A final limitation of this study is that SEER registries do not provide data on the receipt of adjuvant or hormonal therapies following primary surgical and/or radiotherapy interventions. Treating hormone receptor-positive tumors with hormonal therapies has been shown to be a contributing factor in better survival among women with breast cancer [9]. A large proportion of the survival advantage experienced by ER+/PR+ patients compared to ER-/PR- patients may be due to the use of hormonal therapy. Our data indicate that in 1990 to 1992, when the use of hormonal therapy had just begun, ER-/PR- patients had a 1.7-fold greater relative risk of mortality; however, by 1999 to 2001, when hormonal therapy was widely integrated into clinical practice and guidelines for its use were well established, women with ER-/PR- tumors had a 4.9-fold greater relative risk of mortality. In future years, the advent of better chemotherapy treatments for the ER- patient population may result in improved disease-free survival and overall survival. Recent studies have reported that the large survival differences among ER+ patients treated with hormonal therapy versus ER- patients treated with chemotherapy have dwindled and that ER- patients are now deriving a greater benefit from improved chemotherapy regimens with risk reductions as high as 49% [33, 34].

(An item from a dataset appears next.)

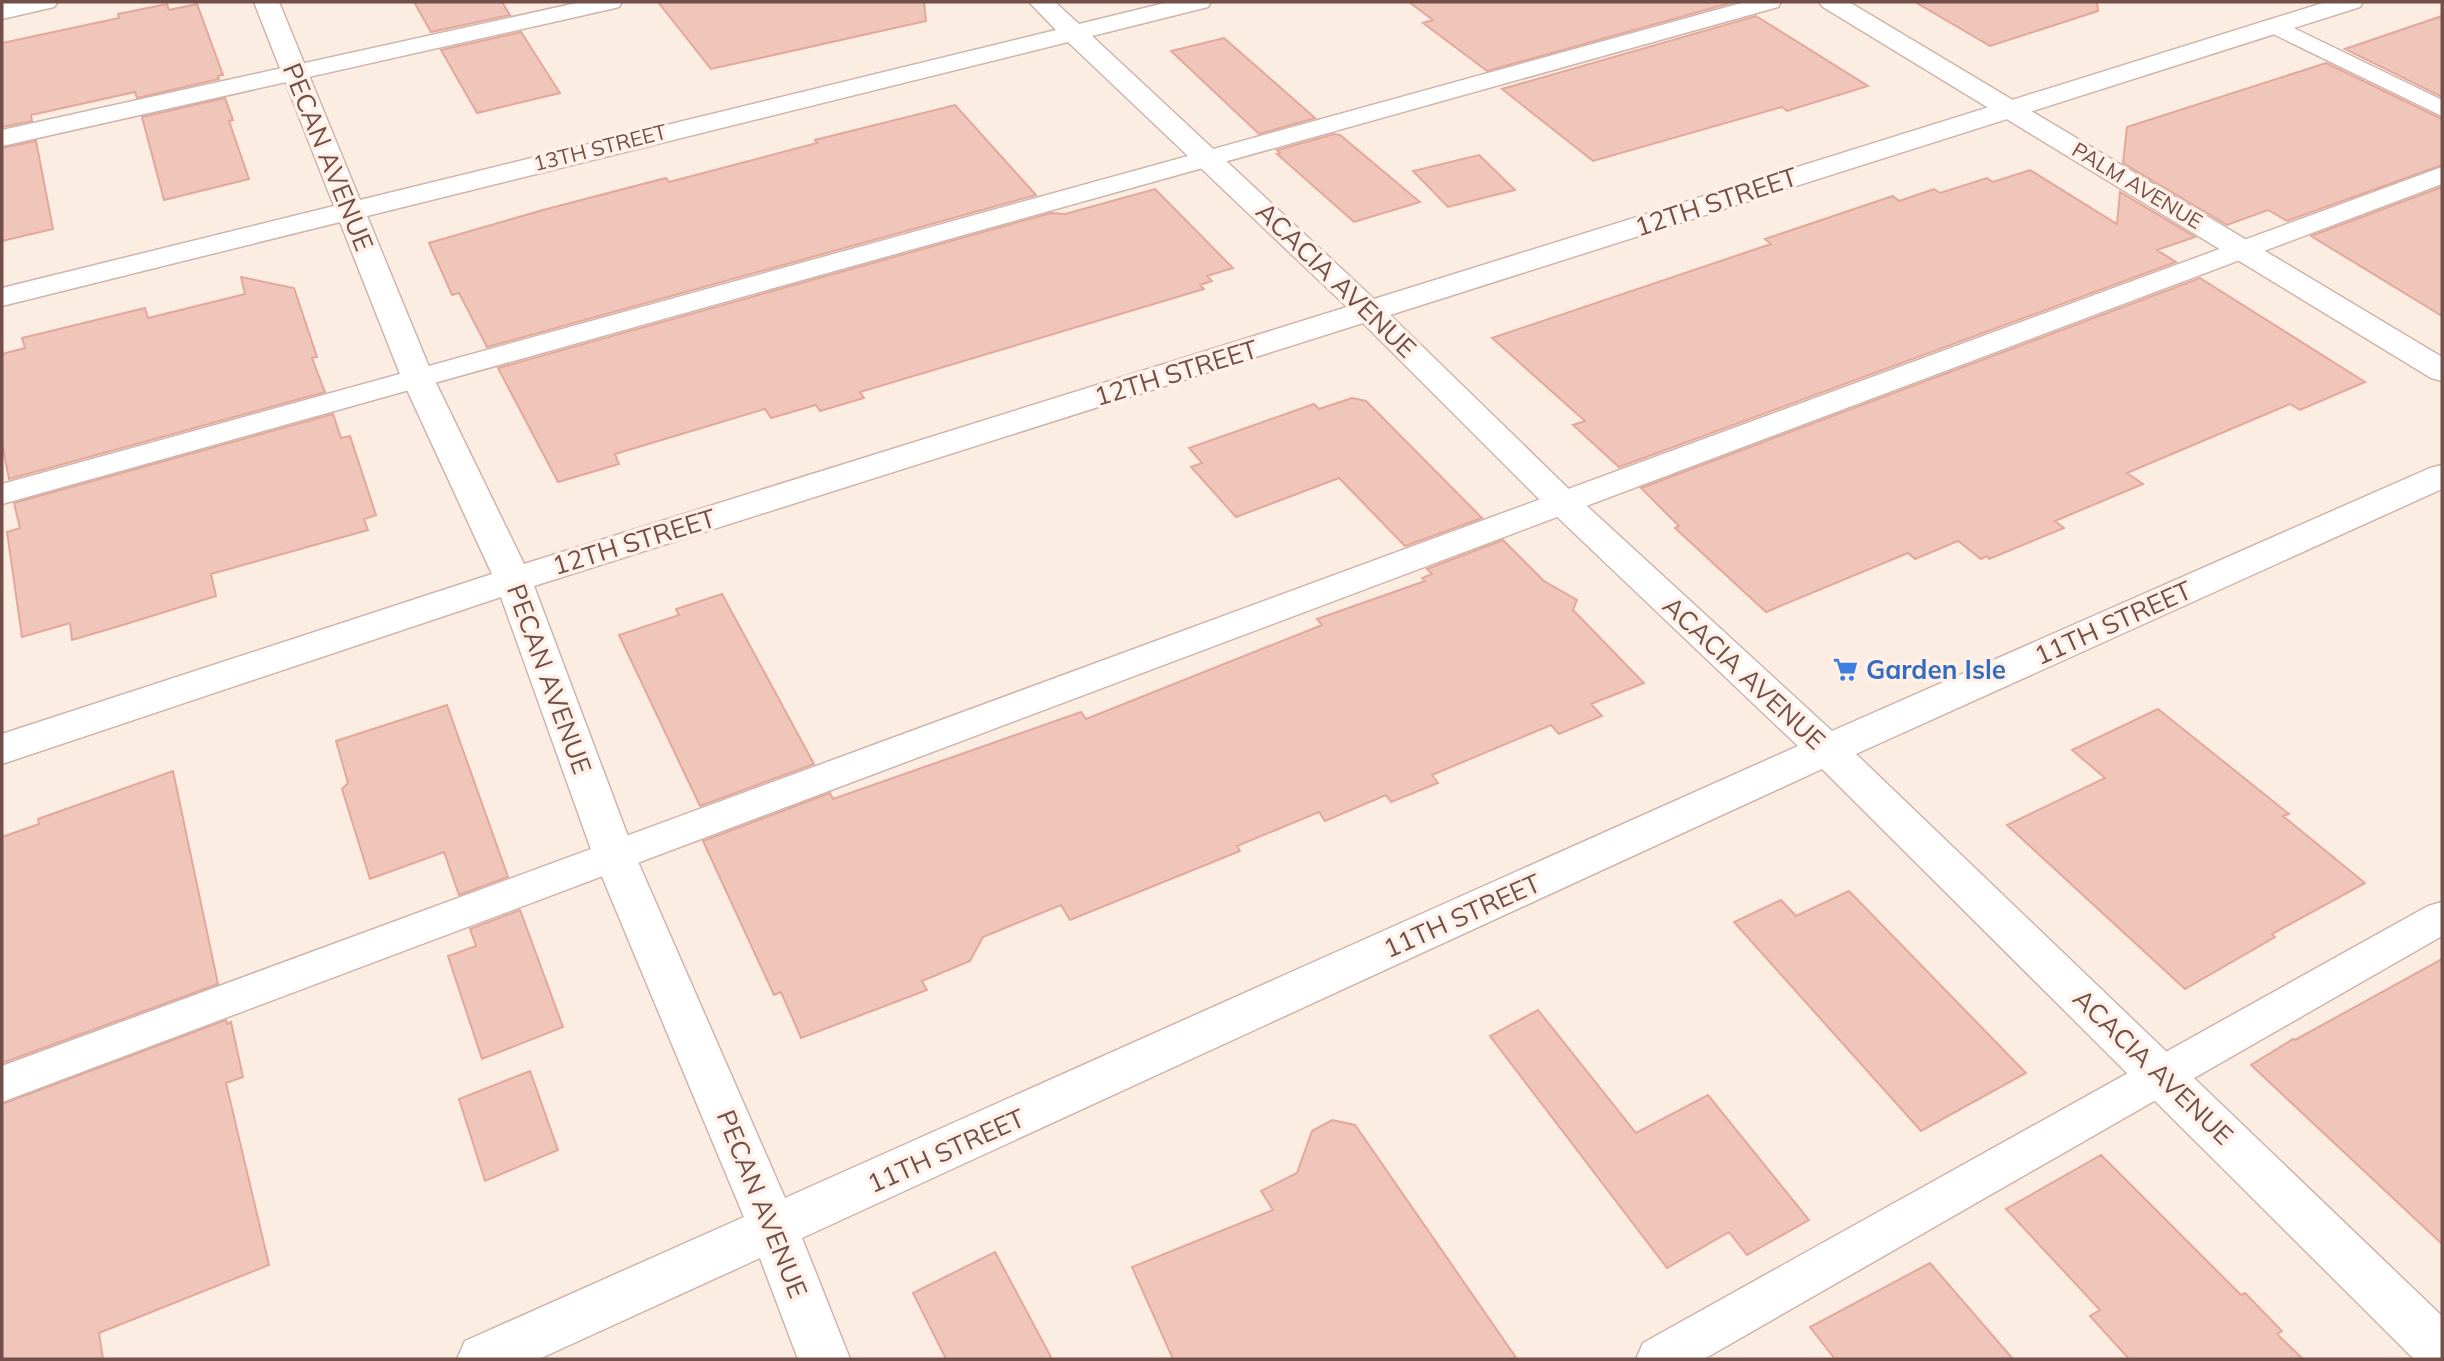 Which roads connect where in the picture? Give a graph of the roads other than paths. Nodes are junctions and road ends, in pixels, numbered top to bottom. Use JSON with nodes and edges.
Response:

Overall, our findings suggest that the higher risks of mortality in women with ER+/PR-, ER-/PR+, and ER-/PR- tumors, compared to women with ER+/PR+ tumors, are largely independent of the various demographic and clinical tumor characteristics assessed in this study. This indicates that the prognostic utility of ER/PR status is for the most part independent of these other factors. However, the strength of the associations we assessed did vary within subcategories of certain factors. The higher relative mortality risks we identified among ER-/PR- patients with small or low-grade tumors raise the question of whether there may be a beneficial role for adjuvant chemotherapy in this population. The lack of data on adjuvant chemotherapies from SEER limits our ability to make this determination. Other underlying biological factors may account for the observed variations in tumor hormone receptor status and mortality risk, requiring additional research to be conducted.